━━━ SOURCE RECORDS ━━━
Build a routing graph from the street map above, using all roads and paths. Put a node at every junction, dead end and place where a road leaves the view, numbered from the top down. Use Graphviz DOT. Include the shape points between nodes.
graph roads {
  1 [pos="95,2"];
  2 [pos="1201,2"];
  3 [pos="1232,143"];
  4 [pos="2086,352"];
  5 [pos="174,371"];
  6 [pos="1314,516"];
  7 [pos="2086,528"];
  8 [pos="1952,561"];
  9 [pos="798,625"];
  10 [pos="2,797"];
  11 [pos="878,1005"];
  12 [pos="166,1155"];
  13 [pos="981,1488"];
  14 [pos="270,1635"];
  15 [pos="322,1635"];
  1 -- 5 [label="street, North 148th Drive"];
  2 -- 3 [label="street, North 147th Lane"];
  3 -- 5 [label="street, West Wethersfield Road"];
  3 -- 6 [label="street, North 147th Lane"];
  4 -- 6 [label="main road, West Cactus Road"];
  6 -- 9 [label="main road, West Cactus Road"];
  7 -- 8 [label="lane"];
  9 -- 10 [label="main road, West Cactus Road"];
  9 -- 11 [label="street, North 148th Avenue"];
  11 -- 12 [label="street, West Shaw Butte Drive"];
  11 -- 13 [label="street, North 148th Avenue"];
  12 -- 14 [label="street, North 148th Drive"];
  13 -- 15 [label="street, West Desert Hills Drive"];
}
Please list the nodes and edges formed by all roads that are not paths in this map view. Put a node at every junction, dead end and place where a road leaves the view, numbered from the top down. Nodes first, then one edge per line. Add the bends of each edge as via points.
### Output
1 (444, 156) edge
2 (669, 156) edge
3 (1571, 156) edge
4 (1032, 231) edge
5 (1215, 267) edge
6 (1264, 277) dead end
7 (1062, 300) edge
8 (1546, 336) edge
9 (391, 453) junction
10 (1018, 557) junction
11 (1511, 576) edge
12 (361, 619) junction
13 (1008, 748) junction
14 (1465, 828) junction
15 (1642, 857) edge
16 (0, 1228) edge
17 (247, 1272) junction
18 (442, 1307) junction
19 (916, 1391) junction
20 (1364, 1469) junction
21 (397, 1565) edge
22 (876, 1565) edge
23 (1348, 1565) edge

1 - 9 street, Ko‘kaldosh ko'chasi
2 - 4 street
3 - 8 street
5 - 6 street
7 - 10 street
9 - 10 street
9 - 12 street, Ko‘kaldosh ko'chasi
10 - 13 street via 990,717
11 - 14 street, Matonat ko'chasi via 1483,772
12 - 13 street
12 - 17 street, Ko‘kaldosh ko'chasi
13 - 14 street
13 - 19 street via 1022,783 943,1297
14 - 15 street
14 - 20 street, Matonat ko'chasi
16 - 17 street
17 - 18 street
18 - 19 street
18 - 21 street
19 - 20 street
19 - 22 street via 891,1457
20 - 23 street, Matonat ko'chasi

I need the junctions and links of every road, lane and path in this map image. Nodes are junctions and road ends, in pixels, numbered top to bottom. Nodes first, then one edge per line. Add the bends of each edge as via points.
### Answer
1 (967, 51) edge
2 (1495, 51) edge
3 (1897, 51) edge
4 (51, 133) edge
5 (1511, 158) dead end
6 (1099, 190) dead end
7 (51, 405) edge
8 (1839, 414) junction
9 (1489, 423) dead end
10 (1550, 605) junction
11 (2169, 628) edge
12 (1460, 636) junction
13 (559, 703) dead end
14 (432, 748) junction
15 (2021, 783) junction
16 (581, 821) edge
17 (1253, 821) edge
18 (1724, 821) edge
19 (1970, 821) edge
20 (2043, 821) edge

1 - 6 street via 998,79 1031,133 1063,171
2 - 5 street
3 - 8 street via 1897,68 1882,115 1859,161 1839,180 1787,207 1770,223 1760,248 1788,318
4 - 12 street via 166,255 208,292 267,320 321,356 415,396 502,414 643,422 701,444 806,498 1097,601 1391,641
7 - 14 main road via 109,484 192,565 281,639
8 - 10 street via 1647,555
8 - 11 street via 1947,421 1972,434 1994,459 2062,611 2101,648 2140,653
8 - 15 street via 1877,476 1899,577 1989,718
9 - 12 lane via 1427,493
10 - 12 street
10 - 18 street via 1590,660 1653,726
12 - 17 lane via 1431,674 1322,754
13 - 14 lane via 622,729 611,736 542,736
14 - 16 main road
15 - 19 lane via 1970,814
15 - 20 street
━━━
◆ INSTRUCTIONS TO FOLLOW
Go through the material above line by line and work out how many lines contain the word "then"; give only that number.

◆ TASK RESULT
2